Information générale
Forum:
Visual FoxPro
Catégorie:
Autre
Divers
Thread ID:
00149579
Message ID:
00150046
Vues:
37
David,

My responses are interspersed with your commentary. . .

>Jim,
>
>I have to first strongly disagree with your premise. Objects going out of scope from other objects that have references to them is sheer madness. It's much more chaotic than having an object not destruct because you have a dangling object reference that you forgot to properly clean up.
>

Well, that's your opinion. I find the concept of a "working" app developing possible slowness, or even failing (and all due to memory consumption ever-rising) when subjected to significant load to be much more troublesome.
I see them *both* as programming problems, but I feel that with the revision I propose that the difficulty you find chaotic would quickly and easily be found and corrected at development time.
As it presently stands, I review my just debugged program to ensure that I have RELEASEs coded where needed and so package it for release. then the sh** hit the fan. Why. . . because release didn't release (nor complain) because of some dangling reference (which I don't even use any further!@#@).

>>And I must say I've never been comfortable with the concept of issuing a command, having it *appear* to have executed it function, only to find out (indirectly) that it did *NOTHING*.
>
>You can't call and event and cause it to happen. You can make a call to an overridden event method and that code will run, but the baseclass behavior underlying the real event will not happen. The clearest example is calling KeyPress, fine you can call it all you want, but that doesn't put a keystroke into the control.

I don't know what you are getting at here. What I am saying is that RELEASE will do nothing under the right (wrong, actually) circumstances BUT it will NOT tell you so! This has to be considered bad form, no matter how you slice it.
What I propose is to make RELEASE (and any ilk) RELIABLE - when I command RELEASE, then DO THE RELEASE, and I'll deal with the consequences.
Pretty simple concept, actually. No chaos at all (that I didn't do to myself).

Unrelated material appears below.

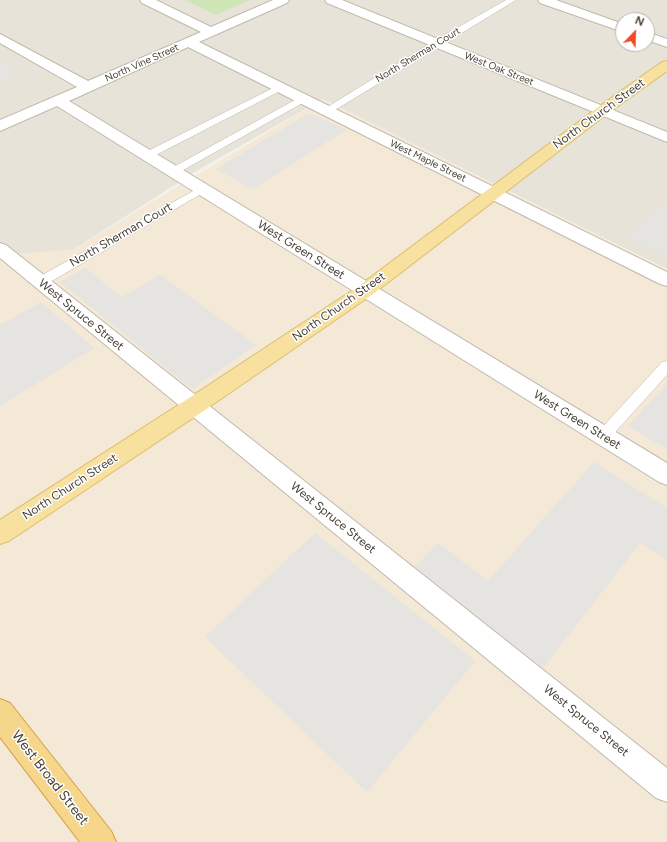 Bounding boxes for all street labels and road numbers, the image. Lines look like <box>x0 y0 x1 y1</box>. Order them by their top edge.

Someone mentioned that this had lots to do with reference counts. Well, that likely is so, but that doesn't make the current behaviour acceptable. And, in fact, the "problem" regarding reference counts may have more to do with bad VFP design. If, for instance, it is relying on a WIN functionality to maintain reference counts, then maybe what is really required is for VFP to maintain its OWN reference counts in addition to letting WIN keep counts.